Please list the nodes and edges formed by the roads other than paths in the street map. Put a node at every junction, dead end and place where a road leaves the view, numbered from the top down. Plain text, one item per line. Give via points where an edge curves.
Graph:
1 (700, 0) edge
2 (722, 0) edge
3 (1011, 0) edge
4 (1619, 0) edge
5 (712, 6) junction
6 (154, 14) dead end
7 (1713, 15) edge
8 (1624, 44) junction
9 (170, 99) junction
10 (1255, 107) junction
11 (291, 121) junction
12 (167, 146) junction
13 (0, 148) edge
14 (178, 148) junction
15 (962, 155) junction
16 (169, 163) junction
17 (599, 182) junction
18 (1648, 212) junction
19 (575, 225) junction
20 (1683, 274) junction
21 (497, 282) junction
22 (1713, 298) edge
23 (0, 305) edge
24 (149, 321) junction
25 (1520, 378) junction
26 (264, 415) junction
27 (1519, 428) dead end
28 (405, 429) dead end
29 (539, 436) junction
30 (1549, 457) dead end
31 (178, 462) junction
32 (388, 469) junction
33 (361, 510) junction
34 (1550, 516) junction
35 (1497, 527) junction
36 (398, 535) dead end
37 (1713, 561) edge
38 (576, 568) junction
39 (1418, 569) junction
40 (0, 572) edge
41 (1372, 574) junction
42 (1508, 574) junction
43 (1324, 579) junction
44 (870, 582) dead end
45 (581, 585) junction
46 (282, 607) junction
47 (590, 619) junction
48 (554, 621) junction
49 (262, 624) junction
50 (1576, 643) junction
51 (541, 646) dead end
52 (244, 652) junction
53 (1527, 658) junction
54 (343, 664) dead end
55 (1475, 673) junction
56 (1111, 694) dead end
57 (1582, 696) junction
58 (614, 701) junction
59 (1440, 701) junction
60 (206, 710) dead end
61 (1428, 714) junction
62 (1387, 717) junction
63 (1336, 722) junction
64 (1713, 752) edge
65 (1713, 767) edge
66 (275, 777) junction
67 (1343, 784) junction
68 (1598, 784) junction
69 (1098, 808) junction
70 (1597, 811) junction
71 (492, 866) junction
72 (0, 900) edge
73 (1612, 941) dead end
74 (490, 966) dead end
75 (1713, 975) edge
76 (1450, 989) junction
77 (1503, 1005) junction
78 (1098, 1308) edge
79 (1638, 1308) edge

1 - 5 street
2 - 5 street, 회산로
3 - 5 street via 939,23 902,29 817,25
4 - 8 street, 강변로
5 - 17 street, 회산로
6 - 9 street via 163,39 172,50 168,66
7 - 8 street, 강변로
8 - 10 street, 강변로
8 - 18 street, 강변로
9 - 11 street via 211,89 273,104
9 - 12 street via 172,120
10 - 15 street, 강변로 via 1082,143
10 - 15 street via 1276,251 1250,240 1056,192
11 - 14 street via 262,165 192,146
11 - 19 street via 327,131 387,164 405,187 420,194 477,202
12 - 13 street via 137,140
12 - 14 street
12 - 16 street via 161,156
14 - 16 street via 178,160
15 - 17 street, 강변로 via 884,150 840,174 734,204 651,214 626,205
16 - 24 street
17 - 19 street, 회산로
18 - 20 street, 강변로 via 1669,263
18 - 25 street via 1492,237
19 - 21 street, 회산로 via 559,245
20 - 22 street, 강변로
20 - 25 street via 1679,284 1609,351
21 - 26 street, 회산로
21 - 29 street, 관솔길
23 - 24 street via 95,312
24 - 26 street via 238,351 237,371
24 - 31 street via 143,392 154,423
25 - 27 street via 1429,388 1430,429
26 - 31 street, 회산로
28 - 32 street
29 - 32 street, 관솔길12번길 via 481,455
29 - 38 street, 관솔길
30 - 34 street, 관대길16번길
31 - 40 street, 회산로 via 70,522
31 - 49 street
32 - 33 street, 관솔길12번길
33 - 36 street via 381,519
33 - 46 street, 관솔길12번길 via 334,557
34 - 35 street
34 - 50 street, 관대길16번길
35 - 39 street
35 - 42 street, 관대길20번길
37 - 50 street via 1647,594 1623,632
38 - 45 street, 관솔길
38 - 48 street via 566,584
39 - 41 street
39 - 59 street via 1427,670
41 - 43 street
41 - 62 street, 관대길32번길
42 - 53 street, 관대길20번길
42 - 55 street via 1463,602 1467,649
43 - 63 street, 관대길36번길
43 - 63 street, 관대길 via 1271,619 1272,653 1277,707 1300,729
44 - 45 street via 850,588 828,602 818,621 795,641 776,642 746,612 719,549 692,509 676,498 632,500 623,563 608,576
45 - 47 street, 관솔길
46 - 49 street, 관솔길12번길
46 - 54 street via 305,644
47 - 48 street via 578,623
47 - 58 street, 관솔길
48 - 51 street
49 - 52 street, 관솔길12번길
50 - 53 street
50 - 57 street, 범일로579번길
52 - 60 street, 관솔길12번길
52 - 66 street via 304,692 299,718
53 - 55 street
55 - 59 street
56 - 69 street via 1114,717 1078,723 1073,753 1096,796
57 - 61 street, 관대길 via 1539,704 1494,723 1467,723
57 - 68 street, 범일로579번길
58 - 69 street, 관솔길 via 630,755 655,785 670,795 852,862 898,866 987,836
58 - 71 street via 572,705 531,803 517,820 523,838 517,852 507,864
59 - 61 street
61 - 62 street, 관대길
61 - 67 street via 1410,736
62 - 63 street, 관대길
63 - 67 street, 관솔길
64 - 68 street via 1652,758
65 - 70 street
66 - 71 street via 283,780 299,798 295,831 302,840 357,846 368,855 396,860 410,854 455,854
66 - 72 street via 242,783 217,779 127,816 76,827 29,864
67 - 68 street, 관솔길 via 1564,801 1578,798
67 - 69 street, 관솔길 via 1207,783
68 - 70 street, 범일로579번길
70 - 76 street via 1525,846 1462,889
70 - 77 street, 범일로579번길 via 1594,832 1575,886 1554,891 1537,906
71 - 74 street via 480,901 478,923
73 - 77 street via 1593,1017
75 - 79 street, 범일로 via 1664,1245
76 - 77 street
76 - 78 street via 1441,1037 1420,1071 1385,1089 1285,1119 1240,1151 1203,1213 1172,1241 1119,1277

──────────────────────────────

WHAT NEEDS TO BE DONE
From the records above, extract every entry verbatim.

ANSWER SECTION
Please list the nodes and edges formed by the roads other than paths in the street map. Put a node at every junction, dead end and place where a road leaves the view, numbered from the top down. Plain text, one item per line. Give via points where an edge curves.
Graph:
1 (700, 0) edge
2 (722, 0) edge
3 (1011, 0) edge
4 (1619, 0) edge
5 (712, 6) junction
6 (154, 14) dead end
7 (1713, 15) edge
8 (1624, 44) junction
9 (170, 99) junction
10 (1255, 107) junction
11 (291, 121) junction
12 (167, 146) junction
13 (0, 148) edge
14 (178, 148) junction
15 (962, 155) junction
16 (169, 163) junction
17 (599, 182) junction
18 (1648, 212) junction
19 (575, 225) junction
20 (1683, 274) junction
21 (497, 282) junction
22 (1713, 298) edge
23 (0, 305) edge
24 (149, 321) junction
25 (1520, 378) junction
26 (264, 415) junction
27 (1519, 428) dead end
28 (405, 429) dead end
29 (539, 436) junction
30 (1549, 457) dead end
31 (178, 462) junction
32 (388, 469) junction
33 (361, 510) junction
34 (1550, 516) junction
35 (1497, 527) junction
36 (398, 535) dead end
37 (1713, 561) edge
38 (576, 568) junction
39 (1418, 569) junction
40 (0, 572) edge
41 (1372, 574) junction
42 (1508, 574) junction
43 (1324, 579) junction
44 (870, 582) dead end
45 (581, 585) junction
46 (282, 607) junction
47 (590, 619) junction
48 (554, 621) junction
49 (262, 624) junction
50 (1576, 643) junction
51 (541, 646) dead end
52 (244, 652) junction
53 (1527, 658) junction
54 (343, 664) dead end
55 (1475, 673) junction
56 (1111, 694) dead end
57 (1582, 696) junction
58 (614, 701) junction
59 (1440, 701) junction
60 (206, 710) dead end
61 (1428, 714) junction
62 (1387, 717) junction
63 (1336, 722) junction
64 (1713, 752) edge
65 (1713, 767) edge
66 (275, 777) junction
67 (1343, 784) junction
68 (1598, 784) junction
69 (1098, 808) junction
70 (1597, 811) junction
71 (492, 866) junction
72 (0, 900) edge
73 (1612, 941) dead end
74 (490, 966) dead end
75 (1713, 975) edge
76 (1450, 989) junction
77 (1503, 1005) junction
78 (1098, 1308) edge
79 (1638, 1308) edge

1 - 5 street
2 - 5 street, 회산로
3 - 5 street via 939,23 902,29 817,25
4 - 8 street, 강변로
5 - 17 street, 회산로
6 - 9 street via 163,39 172,50 168,66
7 - 8 street, 강변로
8 - 10 street, 강변로
8 - 18 street, 강변로
9 - 11 street via 211,89 273,104
9 - 12 street via 172,120
10 - 15 street, 강변로 via 1082,143
10 - 15 street via 1276,251 1250,240 1056,192
11 - 14 street via 262,165 192,146
11 - 19 street via 327,131 387,164 405,187 420,194 477,202
12 - 13 street via 137,140
12 - 14 street
12 - 16 street via 161,156
14 - 16 street via 178,160
15 - 17 street, 강변로 via 884,150 840,174 734,204 651,214 626,205
16 - 24 street
17 - 19 street, 회산로
18 - 20 street, 강변로 via 1669,263
18 - 25 street via 1492,237
19 - 21 street, 회산로 via 559,245
20 - 22 street, 강변로
20 - 25 street via 1679,284 1609,351
21 - 26 street, 회산로
21 - 29 street, 관솔길
23 - 24 street via 95,312
24 - 26 street via 238,351 237,371
24 - 31 street via 143,392 154,423
25 - 27 street via 1429,388 1430,429
26 - 31 street, 회산로
28 - 32 street
29 - 32 street, 관솔길12번길 via 481,455
29 - 38 street, 관솔길
30 - 34 street, 관대길16번길
31 - 40 street, 회산로 via 70,522
31 - 49 street
32 - 33 street, 관솔길12번길
33 - 36 street via 381,519
33 - 46 street, 관솔길12번길 via 334,557
34 - 35 street
34 - 50 street, 관대길16번길
35 - 39 street
35 - 42 street, 관대길20번길
37 - 50 street via 1647,594 1623,632
38 - 45 street, 관솔길
38 - 48 street via 566,584
39 - 41 street
39 - 59 street via 1427,670
41 - 43 street
41 - 62 street, 관대길32번길
42 - 53 street, 관대길20번길
42 - 55 street via 1463,602 1467,649
43 - 63 street, 관대길36번길
43 - 63 street, 관대길 via 1271,619 1272,653 1277,707 1300,729
44 - 45 street via 850,588 828,602 818,621 795,641 776,642 746,612 719,549 692,509 676,498 632,500 623,563 608,576
45 - 47 street, 관솔길
46 - 49 street, 관솔길12번길
46 - 54 street via 305,644
47 - 48 street via 578,623
47 - 58 street, 관솔길
48 - 51 street
49 - 52 street, 관솔길12번길
50 - 53 street
50 - 57 street, 범일로579번길
52 - 60 street, 관솔길12번길
52 - 66 street via 304,692 299,718
53 - 55 street
55 - 59 street
56 - 69 street via 1114,717 1078,723 1073,753 1096,796
57 - 61 street, 관대길 via 1539,704 1494,723 1467,723
57 - 68 street, 범일로579번길
58 - 69 street, 관솔길 via 630,755 655,785 670,795 852,862 898,866 987,836
58 - 71 street via 572,705 531,803 517,820 523,838 517,852 507,864
59 - 61 street
61 - 62 street, 관대길
61 - 67 street via 1410,736
62 - 63 street, 관대길
63 - 67 street, 관솔길
64 - 68 street via 1652,758
65 - 70 street
66 - 71 street via 283,780 299,798 295,831 302,840 357,846 368,855 396,860 410,854 455,854
66 - 72 street via 242,783 217,779 127,816 76,827 29,864
67 - 68 street, 관솔길 via 1564,801 1578,798
67 - 69 street, 관솔길 via 1207,783
68 - 70 street, 범일로579번길
70 - 76 street via 1525,846 1462,889
70 - 77 street, 범일로579번길 via 1594,832 1575,886 1554,891 1537,906
71 - 74 street via 480,901 478,923
73 - 77 street via 1593,1017
75 - 79 street, 범일로 via 1664,1245
76 - 77 street
76 - 78 street via 1441,1037 1420,1071 1385,1089 1285,1119 1240,1151 1203,1213 1172,1241 1119,1277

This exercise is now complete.